BEGIN ENTRIES PROVIDED
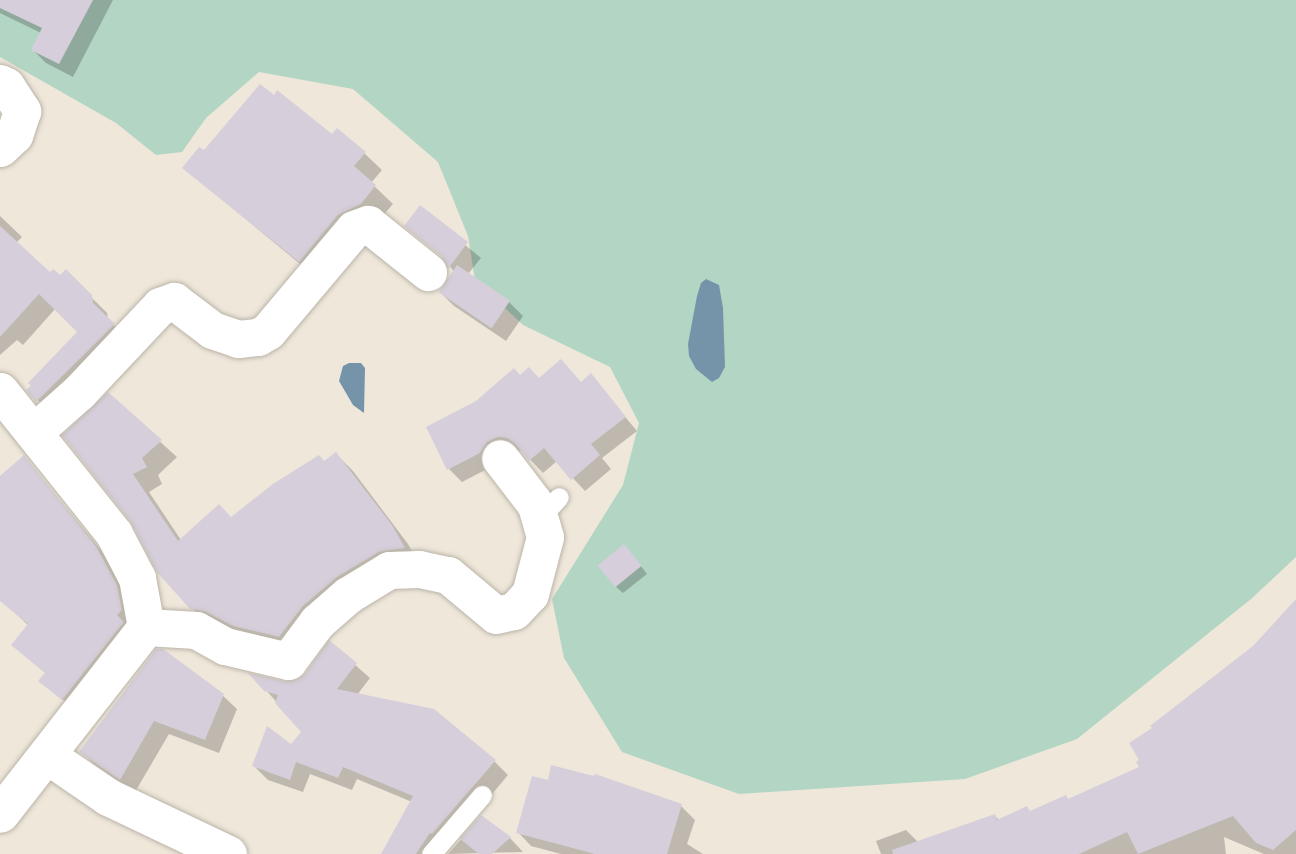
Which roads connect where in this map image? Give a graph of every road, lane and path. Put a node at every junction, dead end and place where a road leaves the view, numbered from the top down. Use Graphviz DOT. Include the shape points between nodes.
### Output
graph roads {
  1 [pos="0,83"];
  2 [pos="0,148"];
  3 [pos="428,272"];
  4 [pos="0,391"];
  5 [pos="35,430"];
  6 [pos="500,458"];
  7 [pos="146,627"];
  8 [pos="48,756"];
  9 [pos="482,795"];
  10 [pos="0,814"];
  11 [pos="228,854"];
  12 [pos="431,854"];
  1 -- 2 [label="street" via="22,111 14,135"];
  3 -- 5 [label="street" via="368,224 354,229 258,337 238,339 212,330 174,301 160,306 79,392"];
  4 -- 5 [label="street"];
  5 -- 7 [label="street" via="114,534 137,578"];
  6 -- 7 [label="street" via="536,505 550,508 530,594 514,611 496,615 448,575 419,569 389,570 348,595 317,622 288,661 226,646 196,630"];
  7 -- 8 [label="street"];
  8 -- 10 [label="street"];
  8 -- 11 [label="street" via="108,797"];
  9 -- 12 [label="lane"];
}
END ENTRIES PROVIDED
*WHAT THE TASK REQUIRES*. Write out the listing above in full, word for word, with no pictures.

*YOUR SOLUTION*.
Which roads connect where in this map image? Give a graph of every road, lane and path. Put a node at every junction, dead end and place where a road leaves the view, numbered from the top down. Use Graphviz DOT. Include the shape points between nodes.
### Output
graph roads {
  1 [pos="0,83"];
  2 [pos="0,148"];
  3 [pos="428,272"];
  4 [pos="0,391"];
  5 [pos="35,430"];
  6 [pos="500,458"];
  7 [pos="146,627"];
  8 [pos="48,756"];
  9 [pos="482,795"];
  10 [pos="0,814"];
  11 [pos="228,854"];
  12 [pos="431,854"];
  1 -- 2 [label="street" via="22,111 14,135"];
  3 -- 5 [label="street" via="368,224 354,229 258,337 238,339 212,330 174,301 160,306 79,392"];
  4 -- 5 [label="street"];
  5 -- 7 [label="street" via="114,534 137,578"];
  6 -- 7 [label="street" via="536,505 550,508 530,594 514,611 496,615 448,575 419,569 389,570 348,595 317,622 288,661 226,646 196,630"];
  7 -- 8 [label="street"];
  8 -- 10 [label="street"];
  8 -- 11 [label="street" via="108,797"];
  9 -- 12 [label="lane"];
}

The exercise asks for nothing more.